### YOUR GOAL
From the entries that follow, pick out all lines holding "setLineDash".

### WORKING DATA
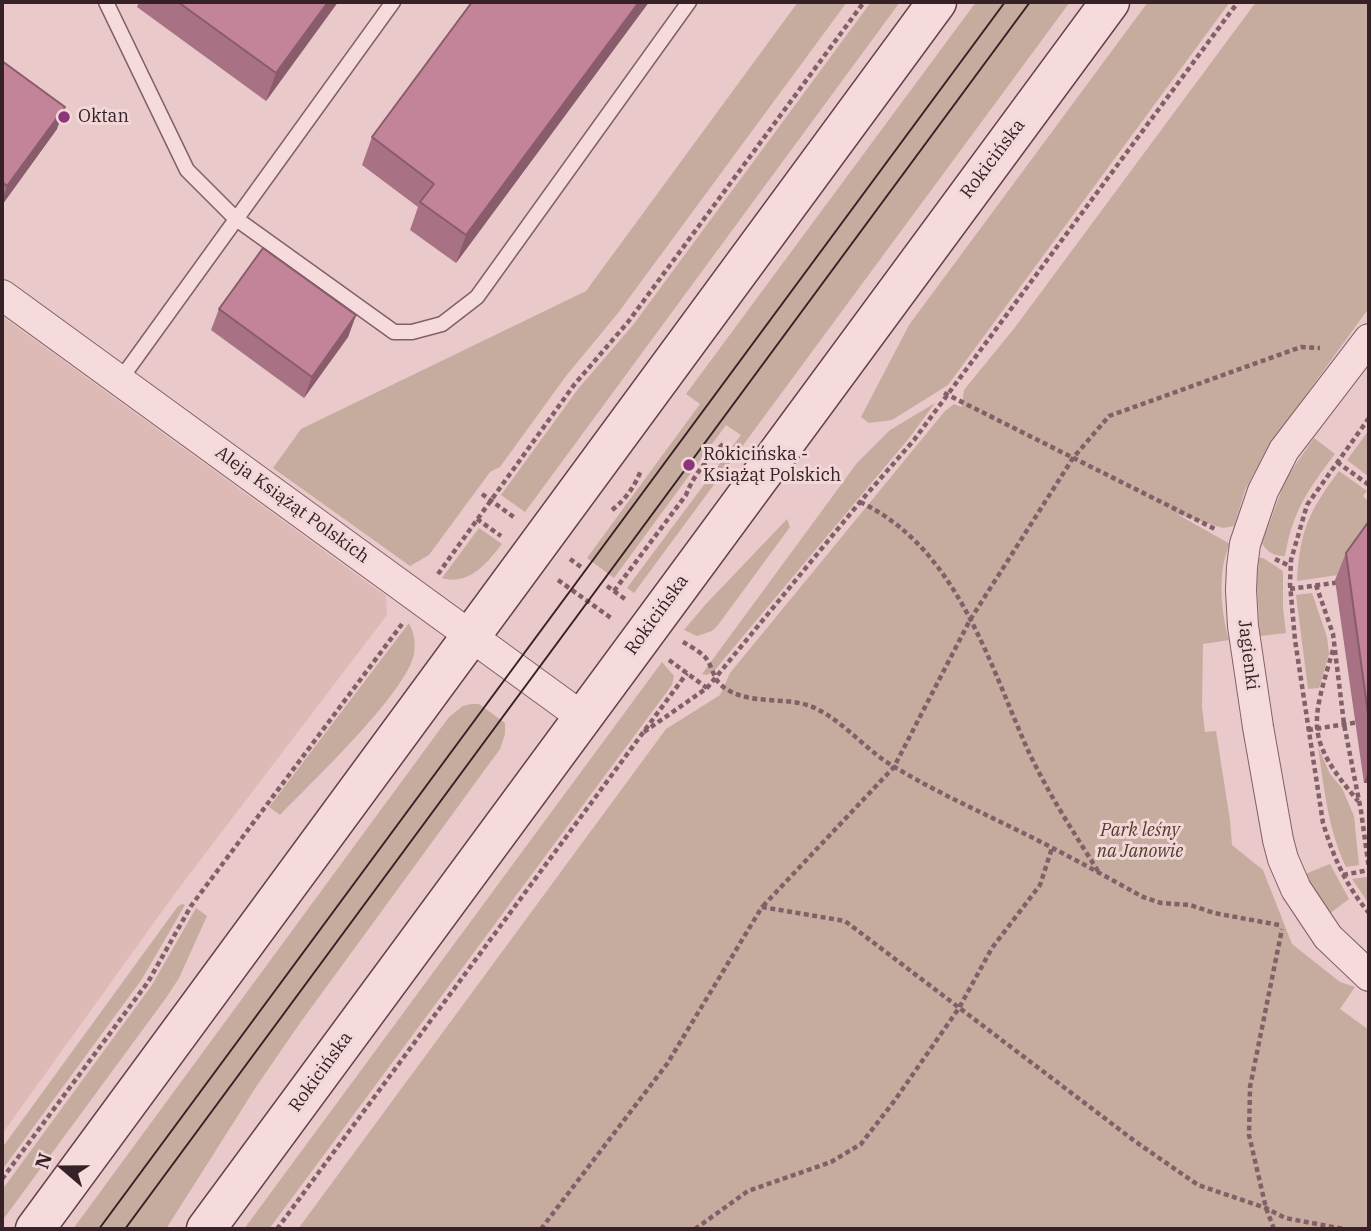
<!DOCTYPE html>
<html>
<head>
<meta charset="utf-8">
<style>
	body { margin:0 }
	#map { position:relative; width:1371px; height:1231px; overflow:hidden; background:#e9c9ca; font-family:"IBM Plex Serif",serif }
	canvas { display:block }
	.frame { position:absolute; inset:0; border:4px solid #362127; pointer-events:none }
	.north { position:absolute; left:28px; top:1133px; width:70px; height:70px; -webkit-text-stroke:5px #f2d7d8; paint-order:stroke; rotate:290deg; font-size:19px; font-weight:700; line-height:28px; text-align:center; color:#362127 }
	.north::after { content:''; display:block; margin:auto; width:24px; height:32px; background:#362127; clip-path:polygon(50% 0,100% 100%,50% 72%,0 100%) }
</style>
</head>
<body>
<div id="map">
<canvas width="1371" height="1231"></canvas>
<div class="frame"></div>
<div class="north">N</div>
</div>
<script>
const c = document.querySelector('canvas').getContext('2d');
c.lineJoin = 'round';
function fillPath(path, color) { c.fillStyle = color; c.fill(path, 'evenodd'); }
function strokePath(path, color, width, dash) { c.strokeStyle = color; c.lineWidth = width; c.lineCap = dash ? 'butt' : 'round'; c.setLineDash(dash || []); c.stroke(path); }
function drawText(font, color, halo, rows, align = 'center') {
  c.font = font + ' "IBM Plex Serif",serif'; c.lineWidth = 6; c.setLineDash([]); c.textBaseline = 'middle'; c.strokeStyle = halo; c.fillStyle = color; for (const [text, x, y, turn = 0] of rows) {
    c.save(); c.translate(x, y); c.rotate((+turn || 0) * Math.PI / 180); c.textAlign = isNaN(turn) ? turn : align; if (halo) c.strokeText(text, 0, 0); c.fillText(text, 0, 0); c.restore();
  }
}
fillPath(new Path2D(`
	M 2,316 L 386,596 L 387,615 L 176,892 L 2,1134 Z`), '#debab7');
fillPath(new Path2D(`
	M 798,2 L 847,2 L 618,313 L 566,376 L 500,467 L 490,472 L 429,555 L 410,566 L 273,468 L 301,429 L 586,291 Z
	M 871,2 L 900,2 L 525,512 L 501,495 L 578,389 L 633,325 Z
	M 976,2 L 1070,2 L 634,593 L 627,588 L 741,435 L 726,425 L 614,578 L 587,558 L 700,404 L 686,394 Z
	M 1148,2 L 1230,2 L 948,385 L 892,420 L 869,423 L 861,417 L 909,325 Z
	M 1256,2 L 1369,2 L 1369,308 L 1268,447 L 1245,490 L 1234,526 L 1223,528 L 1177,514 L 1230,544 C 1217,570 1221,613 1229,640 L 1203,644 L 1202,707 L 1205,732 L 1216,731 L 1230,820 L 1232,845 L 1263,870 L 1292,944 L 1340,982 L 1355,987 L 1340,1009 L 1369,1030 L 1369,1229 L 298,1229 L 666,729 L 720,695 L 730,673 L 945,411 L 954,404 L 962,407 L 964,390 L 1016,326 Z
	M 935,403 L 910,437 L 714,671 L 707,675 L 702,674 L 857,463 L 890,430 Z
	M 1369,430 L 1369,477 L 1347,460 Z
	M 1314,438 L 1335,454 C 1308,490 1293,510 1285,556 C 1275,557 1266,551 1262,543 L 1286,478 Z
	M 1339,471 L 1367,491 L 1363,496 L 1369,502 L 1369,532 L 1338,575 L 1297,581 C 1300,530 1309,511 1339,471 Z
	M 787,519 L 790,527 L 718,625 L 712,631 L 697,636 L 684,630 L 705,605 Z
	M 479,528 L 502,544 C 487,563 469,586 442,578 Z
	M 1259,558 L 1263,558 L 1283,571 L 1283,607 L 1286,633 L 1260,636 L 1257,583 Z
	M 1312,593 L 1327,637 L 1329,654 L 1319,688 L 1308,689 L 1296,595 Z
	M 409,623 C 414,633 416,643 414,654 C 407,692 310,784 280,815 L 269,807 Z
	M 662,662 L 674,676 L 672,685 L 269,1229 L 244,1229 Z
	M 471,704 L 479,704 L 505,723 L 505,734 L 500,749 L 300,1023 L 256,1087 L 166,1229 L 73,1229 L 449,717 L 463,706 Z
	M 1318,747 L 1330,774 L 1342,788 L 1354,816 L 1359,865 L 1346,867 C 1328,829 1324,788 1318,747 Z
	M 1330,864 L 1349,899 L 1328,915 L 1305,874 Z
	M 1366,877 L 1369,882 L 1369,904 L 1352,879 Z
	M 182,904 L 185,905 L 142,979 L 2,1170 L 2,1148 L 178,906 Z
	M 196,908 L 207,916 L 179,978 L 166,998 L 2,1221 L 2,1190 L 152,985 Z`), '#c6ac9e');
const lane = new Path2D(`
	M 106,2 L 187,170 L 235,218 L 394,332 L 412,332 L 442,324 L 477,297 L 689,2
	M 120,380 L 393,2`);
const street = new Path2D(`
	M 2,295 L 582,717
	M 1369,339 L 1284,450 L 1263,491 L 1245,544 L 1242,567 L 1241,590 L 1243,626 L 1258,727 L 1278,840 L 1283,859 L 1296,889 L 1328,937 L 1369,976`);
const secondary = new Path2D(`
	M 35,1229 L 937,2
	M 206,1229 L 1110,2`);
strokePath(lane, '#835f68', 17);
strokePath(street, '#835f68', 32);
strokePath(secondary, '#65424b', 41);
strokePath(new Path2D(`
	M 944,393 L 1217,530
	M 1369,418 L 1307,505 L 1291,560 L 1290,584 L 1295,640 L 1323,823 C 1333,856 1346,886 1369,913
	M 1337,462 L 1369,485
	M 482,494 L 515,518
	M 860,502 C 955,547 987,657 1026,746 C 1046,790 1072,830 1098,871
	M 612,510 C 626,499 635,486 641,470
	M 477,519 L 501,536
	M 570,559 L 581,567
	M 1275,559 L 1290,566
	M 438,574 L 574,385 L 628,322 L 864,2
	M 558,580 L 611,618
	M 1316,585 L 1333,634 L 1344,724 L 1361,811 L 1369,869
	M 607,586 L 625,599
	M 1290,589 L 1341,582
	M 614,591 L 686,495 C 694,474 707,460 723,444
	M 683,642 C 690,646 699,651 705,657 C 712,665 713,678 721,685 C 748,708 788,694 817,709 C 847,724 868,753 898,769 C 938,793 979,811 1021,832 C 1062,852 1103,875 1143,897 L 1161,903 L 1190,905 L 1214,913 L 1279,925
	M 1333,650 C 1311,725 1305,738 1358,801
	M 669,660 L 707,688
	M 1308,730 L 1359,722
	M 644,732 L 707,688 L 860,502 L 914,440 L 1238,2
	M 1343,875 L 1369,870
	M 763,906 L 894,767 L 970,620 L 1073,458 L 1109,416 L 1301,347 L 1320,348
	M 2,1179 L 148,982 L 191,906 L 402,624
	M 277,1229 L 687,673
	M 541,1229 L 667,1064 L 762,907 L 845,921 L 1136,1142 L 1198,1185 L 1266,1208 L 1285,1218 L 1344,1229
	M 695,1229 L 748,1191 L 831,1162 L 861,1144 L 895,1100 L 959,1008 L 992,948 L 1040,885 L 1052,848
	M 1274,1229 L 1266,1208 L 1249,1135 L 1250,1087 L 1282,929`), '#835f68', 4.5, [5, 3.5]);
strokePath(lane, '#f5dbdc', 14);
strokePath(street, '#f5dbdc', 30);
strokePath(secondary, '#f5dbdc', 38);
strokePath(new Path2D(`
	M 99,1229 L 1005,2
	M 125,1229 L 1030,2`), '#362127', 2);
fillPath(new Path2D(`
	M 139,2 L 338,2 L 266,101 L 137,7 Z
	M 472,2 L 649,2 L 456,263 L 410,230 L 418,207 L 362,165 L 372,137 Z
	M 2,61 L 57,129 L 2,205 Z
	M 219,309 L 356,315 L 348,337 L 304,398 L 211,330 Z
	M 1369,521 L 1369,799 L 1367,783 L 1364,783 L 1335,580 L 1346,553 Z`), '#a87184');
fillPath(new Path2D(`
	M 328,2 L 338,2 L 266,101 L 276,73 Z
	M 639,2 L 649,2 L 456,263 L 466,235 Z
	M 65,107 L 57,129 L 2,205 L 2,202 L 7,186 Z
	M 356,315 L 348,337 L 304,398 L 312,377 Z
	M 1369,769 L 1369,777 L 1367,783 L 1364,783 Z`), '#885c6b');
const building = new Path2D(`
	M 178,2 L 328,2 L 276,73 Z
	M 472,2 L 639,2 L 466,235 L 420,202 L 434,184 L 372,137 Z
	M 2,61 L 65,107 L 7,186 L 2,182 Z
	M 263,248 L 356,315 L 312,377 L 219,309 Z
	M 1369,521 L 1369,721 L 1346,553 Z`);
fillPath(building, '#c38399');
strokePath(building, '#885c6b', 2);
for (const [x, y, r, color] of [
	[64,117,7,"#8b3678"],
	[689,465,7,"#8b3678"]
]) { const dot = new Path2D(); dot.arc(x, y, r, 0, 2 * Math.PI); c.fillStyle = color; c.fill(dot); strokePath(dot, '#f2d7d8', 2.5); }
drawText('18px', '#362127', '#f2d7d8', [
	["Oktan",78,117],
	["Rokicińska -",703,455],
	["Książąt Polskich",703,476]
], 'left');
drawText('18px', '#362127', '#f2d7d8', [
	["Rokicińska",993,159,-53],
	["Aleja Książąt Polskich",292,505,36],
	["Rokicińska",657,615,-54],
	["Jagienki",1248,655,83],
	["Rokicińska",321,1072,-54]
]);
drawText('italic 18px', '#503d2a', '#f2d7d8', [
	["Park leśny",1140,831],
	["na Janowie",1140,852]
]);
</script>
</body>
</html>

### OUTPUT OF THE EXERCISE
function strokePath(path, color, width, dash) { c.strokeStyle = color; c.lineWidth = width; c.lineCap = dash ? 'butt' : 'round'; c.setLineDash(dash || []); c.stroke(path); }
  c.font = font + ' "IBM Plex Serif",serif'; c.lineWidth = 6; c.setLineDash([]); c.textBaseline = 'middle'; c.strokeStyle = halo; c.fillStyle = color; for (const [text, x, y, turn = 0] of rows) {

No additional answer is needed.